NEW YORK Universal Stainless & Alloy Products Inc. remains optimistic despite logging a third-quarter net loss as sales declined due to harsh industry conditions.
"Difficult industry conditions are expected to persist in the fourth quarter; however, 2014 is expected to be a year of recovery in most of our end markets," chairman, president and chief executive officer Dennis Oates said in a statement.
Universals gross margin for the quarter was $2.4 million (5 percent of sales), down from $9.3 million (15.2 percent of sales) in the same year-ago period.
The thinning margins were due to "a shift in sales mix to lower margin products, lower surcharges due to the decline in raw material prices and lower manufacturing utilization," the company said.
"Production levels were flexed downward in response to market conditions through most of our operations," Oates said.

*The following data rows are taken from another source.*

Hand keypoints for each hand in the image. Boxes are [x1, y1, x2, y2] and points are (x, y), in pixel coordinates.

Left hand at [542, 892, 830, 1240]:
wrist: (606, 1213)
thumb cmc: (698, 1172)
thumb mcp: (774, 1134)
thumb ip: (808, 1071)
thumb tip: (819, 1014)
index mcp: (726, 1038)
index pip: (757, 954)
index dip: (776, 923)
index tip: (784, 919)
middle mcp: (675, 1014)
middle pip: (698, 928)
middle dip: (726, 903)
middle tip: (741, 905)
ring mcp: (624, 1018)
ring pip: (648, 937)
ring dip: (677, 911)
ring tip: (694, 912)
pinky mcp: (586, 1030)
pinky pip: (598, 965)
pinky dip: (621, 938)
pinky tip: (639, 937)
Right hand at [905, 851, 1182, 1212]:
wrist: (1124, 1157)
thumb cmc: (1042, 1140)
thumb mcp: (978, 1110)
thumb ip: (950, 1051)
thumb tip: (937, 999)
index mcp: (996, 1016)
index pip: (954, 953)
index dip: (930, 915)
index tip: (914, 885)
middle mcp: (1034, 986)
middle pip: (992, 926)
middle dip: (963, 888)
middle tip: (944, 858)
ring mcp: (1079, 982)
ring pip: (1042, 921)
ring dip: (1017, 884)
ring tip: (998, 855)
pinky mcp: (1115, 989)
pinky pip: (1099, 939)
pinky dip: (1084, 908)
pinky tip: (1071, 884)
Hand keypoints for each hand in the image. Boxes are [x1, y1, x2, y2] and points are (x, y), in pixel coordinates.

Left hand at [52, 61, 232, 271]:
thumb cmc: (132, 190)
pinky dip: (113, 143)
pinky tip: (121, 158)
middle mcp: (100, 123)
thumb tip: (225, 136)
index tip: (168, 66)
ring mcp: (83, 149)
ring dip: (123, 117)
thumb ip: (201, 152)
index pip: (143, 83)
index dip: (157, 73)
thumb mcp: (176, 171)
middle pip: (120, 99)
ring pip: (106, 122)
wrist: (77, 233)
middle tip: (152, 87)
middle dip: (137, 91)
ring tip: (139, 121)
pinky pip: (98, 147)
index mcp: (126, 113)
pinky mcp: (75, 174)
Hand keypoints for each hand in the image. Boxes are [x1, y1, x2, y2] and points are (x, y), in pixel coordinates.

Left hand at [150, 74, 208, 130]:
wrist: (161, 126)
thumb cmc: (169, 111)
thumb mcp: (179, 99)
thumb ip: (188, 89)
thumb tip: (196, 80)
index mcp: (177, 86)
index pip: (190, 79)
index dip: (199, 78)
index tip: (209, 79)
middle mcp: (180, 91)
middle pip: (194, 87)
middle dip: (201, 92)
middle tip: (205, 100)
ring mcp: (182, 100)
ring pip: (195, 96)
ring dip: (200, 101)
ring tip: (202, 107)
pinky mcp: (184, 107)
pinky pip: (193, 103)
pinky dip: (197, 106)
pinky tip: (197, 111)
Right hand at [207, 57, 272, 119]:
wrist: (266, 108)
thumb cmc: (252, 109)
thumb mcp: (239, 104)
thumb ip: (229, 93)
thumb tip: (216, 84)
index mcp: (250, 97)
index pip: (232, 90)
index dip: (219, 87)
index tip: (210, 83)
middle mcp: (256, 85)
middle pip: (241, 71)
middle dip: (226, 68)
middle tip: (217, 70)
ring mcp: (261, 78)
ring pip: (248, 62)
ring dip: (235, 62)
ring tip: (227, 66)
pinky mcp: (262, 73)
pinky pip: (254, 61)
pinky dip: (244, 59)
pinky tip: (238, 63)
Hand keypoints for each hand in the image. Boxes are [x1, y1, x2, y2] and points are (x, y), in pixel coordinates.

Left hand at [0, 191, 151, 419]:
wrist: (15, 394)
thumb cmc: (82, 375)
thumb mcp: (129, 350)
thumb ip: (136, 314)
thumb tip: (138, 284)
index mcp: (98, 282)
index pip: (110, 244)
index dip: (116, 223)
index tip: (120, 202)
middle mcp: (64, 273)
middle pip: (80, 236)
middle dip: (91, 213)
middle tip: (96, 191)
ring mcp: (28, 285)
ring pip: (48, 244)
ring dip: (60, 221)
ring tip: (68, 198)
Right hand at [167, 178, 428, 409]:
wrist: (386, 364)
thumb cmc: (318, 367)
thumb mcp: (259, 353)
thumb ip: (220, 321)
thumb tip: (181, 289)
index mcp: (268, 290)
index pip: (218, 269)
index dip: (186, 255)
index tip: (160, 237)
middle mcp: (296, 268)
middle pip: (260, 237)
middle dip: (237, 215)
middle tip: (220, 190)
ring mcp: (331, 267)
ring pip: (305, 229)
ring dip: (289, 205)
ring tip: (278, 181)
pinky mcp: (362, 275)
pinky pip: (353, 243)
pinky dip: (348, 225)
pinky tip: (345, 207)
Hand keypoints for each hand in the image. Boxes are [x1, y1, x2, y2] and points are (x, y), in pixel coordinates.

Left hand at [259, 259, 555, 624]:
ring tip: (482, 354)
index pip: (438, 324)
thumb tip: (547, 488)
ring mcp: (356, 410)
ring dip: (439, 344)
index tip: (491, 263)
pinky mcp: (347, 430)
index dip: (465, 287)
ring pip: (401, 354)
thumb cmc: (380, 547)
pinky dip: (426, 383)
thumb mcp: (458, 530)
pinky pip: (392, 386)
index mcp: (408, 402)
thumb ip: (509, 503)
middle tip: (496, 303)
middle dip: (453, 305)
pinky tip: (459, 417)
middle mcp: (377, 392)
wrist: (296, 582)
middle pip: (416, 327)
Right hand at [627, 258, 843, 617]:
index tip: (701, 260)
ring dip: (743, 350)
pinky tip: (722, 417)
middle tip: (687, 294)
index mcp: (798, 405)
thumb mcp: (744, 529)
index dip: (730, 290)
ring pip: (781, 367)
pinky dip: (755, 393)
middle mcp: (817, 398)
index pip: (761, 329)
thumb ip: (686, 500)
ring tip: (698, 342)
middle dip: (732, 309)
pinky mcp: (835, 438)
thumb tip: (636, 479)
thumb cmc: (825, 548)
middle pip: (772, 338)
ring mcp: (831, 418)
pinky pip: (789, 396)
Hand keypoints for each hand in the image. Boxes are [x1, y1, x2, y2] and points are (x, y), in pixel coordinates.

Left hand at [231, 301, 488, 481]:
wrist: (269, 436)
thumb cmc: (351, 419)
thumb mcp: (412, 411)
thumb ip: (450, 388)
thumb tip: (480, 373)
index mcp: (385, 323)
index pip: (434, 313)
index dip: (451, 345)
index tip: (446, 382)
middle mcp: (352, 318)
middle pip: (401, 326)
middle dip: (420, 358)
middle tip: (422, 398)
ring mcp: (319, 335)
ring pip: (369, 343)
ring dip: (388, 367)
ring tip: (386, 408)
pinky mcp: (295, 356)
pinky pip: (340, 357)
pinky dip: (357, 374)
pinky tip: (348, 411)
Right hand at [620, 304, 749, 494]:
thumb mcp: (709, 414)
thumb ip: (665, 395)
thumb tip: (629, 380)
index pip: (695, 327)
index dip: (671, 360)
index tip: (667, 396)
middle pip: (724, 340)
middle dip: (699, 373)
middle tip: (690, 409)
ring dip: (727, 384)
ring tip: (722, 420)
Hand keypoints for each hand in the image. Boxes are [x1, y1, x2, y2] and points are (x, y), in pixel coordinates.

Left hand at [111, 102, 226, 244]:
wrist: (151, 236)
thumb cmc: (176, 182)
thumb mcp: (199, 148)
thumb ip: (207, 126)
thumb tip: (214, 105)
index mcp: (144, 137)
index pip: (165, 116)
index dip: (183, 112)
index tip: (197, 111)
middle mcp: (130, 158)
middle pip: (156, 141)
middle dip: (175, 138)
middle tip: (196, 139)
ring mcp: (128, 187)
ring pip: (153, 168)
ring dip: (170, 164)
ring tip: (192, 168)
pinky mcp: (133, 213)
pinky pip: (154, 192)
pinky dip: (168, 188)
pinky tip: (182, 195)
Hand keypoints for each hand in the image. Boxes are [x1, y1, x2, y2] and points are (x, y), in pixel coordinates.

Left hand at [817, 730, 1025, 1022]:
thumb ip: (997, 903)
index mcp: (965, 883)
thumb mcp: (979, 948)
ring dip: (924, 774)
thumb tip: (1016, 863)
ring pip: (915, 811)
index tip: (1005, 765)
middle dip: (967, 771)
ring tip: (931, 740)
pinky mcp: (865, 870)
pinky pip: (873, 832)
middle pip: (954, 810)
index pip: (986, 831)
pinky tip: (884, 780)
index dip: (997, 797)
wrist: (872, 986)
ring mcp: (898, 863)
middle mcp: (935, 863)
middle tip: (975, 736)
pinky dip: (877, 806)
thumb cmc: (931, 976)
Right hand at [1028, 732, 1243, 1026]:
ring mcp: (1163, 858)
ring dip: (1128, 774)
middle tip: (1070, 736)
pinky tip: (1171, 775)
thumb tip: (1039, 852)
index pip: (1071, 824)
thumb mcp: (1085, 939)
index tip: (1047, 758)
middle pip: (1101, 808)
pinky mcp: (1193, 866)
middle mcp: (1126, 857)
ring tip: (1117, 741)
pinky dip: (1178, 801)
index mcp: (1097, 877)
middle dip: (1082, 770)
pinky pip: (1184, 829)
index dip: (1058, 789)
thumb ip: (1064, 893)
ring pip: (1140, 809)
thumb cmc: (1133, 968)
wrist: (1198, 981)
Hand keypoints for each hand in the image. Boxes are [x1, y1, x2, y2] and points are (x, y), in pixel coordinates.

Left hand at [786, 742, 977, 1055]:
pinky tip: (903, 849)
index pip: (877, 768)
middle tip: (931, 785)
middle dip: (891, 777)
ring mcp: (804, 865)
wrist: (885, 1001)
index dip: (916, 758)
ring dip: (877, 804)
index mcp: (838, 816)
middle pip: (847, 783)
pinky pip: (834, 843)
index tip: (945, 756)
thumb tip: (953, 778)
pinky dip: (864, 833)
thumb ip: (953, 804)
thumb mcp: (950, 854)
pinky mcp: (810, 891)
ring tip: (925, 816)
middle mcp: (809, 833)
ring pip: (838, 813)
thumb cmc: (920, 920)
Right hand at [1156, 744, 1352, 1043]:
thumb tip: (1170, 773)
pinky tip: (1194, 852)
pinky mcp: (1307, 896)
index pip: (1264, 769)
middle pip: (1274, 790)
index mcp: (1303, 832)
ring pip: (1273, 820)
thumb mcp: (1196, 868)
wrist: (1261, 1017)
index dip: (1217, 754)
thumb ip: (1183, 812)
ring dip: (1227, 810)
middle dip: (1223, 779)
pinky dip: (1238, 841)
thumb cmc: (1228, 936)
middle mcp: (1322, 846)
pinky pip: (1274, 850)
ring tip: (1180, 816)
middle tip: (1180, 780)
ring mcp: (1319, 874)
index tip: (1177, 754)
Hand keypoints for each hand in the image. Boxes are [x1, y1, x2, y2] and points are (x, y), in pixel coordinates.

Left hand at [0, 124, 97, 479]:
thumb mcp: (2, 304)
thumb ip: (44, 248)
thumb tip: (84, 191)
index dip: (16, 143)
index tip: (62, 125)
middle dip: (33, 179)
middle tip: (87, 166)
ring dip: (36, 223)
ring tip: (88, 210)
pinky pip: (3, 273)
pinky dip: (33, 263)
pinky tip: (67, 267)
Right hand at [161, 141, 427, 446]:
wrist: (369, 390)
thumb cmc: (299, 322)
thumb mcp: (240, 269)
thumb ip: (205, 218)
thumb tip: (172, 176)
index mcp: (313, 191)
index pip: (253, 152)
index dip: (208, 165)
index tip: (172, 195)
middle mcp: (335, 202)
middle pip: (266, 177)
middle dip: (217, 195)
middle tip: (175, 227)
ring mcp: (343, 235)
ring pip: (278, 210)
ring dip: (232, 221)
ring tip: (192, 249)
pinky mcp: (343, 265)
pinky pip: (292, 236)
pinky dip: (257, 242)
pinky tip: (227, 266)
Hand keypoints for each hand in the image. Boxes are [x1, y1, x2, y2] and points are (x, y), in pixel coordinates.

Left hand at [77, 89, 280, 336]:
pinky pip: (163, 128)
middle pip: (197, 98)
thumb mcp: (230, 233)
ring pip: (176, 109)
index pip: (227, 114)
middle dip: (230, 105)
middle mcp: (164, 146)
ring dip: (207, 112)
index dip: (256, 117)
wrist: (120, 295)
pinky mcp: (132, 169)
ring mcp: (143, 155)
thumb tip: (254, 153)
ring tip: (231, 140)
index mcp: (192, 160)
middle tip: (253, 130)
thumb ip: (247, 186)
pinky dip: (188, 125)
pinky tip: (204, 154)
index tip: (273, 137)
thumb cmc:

The Bridgeville, Pa.-based company posted a net loss of $1.7 million in the three months ended Sept. 30 in contrast with net income of $2.7 million in the same period last year on sales that fell 21 percent to $48.5 million, corresponding with a 15-percent year-on-year decline in shipping volumes.
The results were in line with the earnings guidance the company reported last month (amm.com, Oct. 28).
The company has also decided to maintain staff at its North Jackson, Ohio, facility, Oates said, describing the operation as "essential to our strategic plan to move Universals product mix to higher-margin premium alloys."